TASK INSTRUCTIONS: Repeat every record below exactly, omitting any pictures.

──────── TASK INPUTS

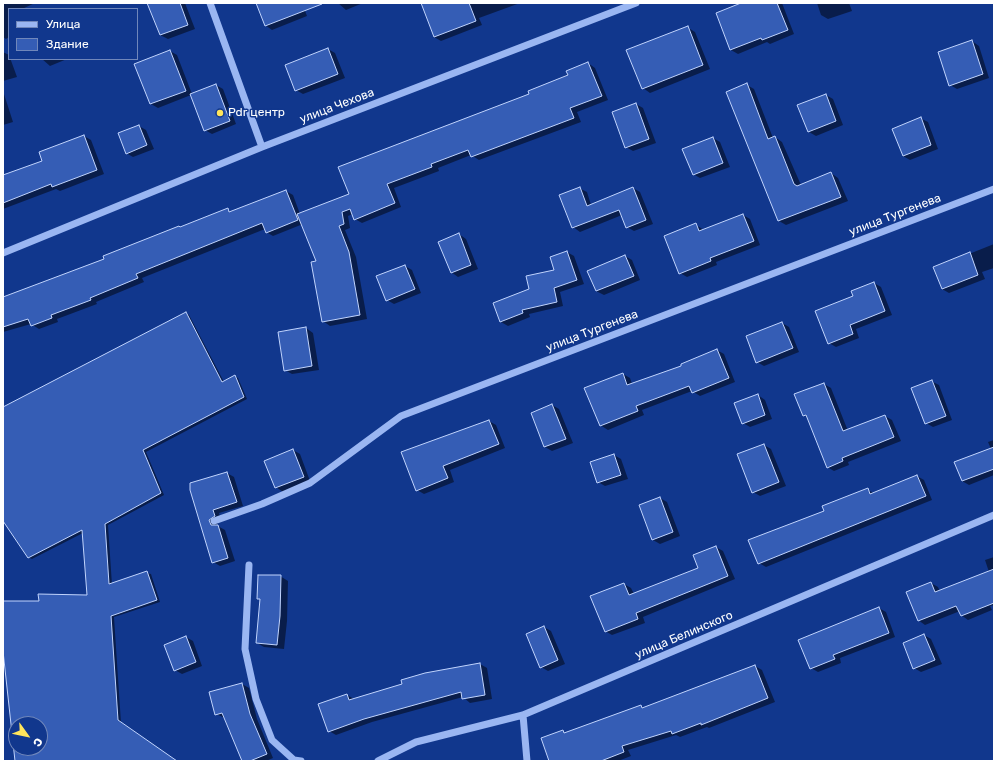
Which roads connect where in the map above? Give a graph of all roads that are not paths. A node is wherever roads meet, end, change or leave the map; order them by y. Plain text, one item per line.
1 (210, 3) edge
2 (636, 3) edge
3 (262, 147) junction
4 (994, 189) edge
5 (3, 253) edge
6 (994, 515) edge
7 (214, 521) dead end
8 (249, 565) dead end
9 (523, 715) junction
10 (301, 761) edge
11 (378, 761) edge
12 (527, 761) edge

1 - 3 street
2 - 3 street, улица Чехова
3 - 5 street, улица Чехова
4 - 7 street, улица Тургенева
6 - 9 street, улица Белинского
8 - 10 street
9 - 11 street, улица Белинского
9 - 12 street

────────────────

ANSWER SECTION:
Which roads connect where in the map above? Give a graph of all roads that are not paths. A node is wherever roads meet, end, change or leave the map; order them by y. Plain text, one item per line.
1 (210, 3) edge
2 (636, 3) edge
3 (262, 147) junction
4 (994, 189) edge
5 (3, 253) edge
6 (994, 515) edge
7 (214, 521) dead end
8 (249, 565) dead end
9 (523, 715) junction
10 (301, 761) edge
11 (378, 761) edge
12 (527, 761) edge

1 - 3 street
2 - 3 street, улица Чехова
3 - 5 street, улица Чехова
4 - 7 street, улица Тургенева
6 - 9 street, улица Белинского
8 - 10 street
9 - 11 street, улица Белинского
9 - 12 street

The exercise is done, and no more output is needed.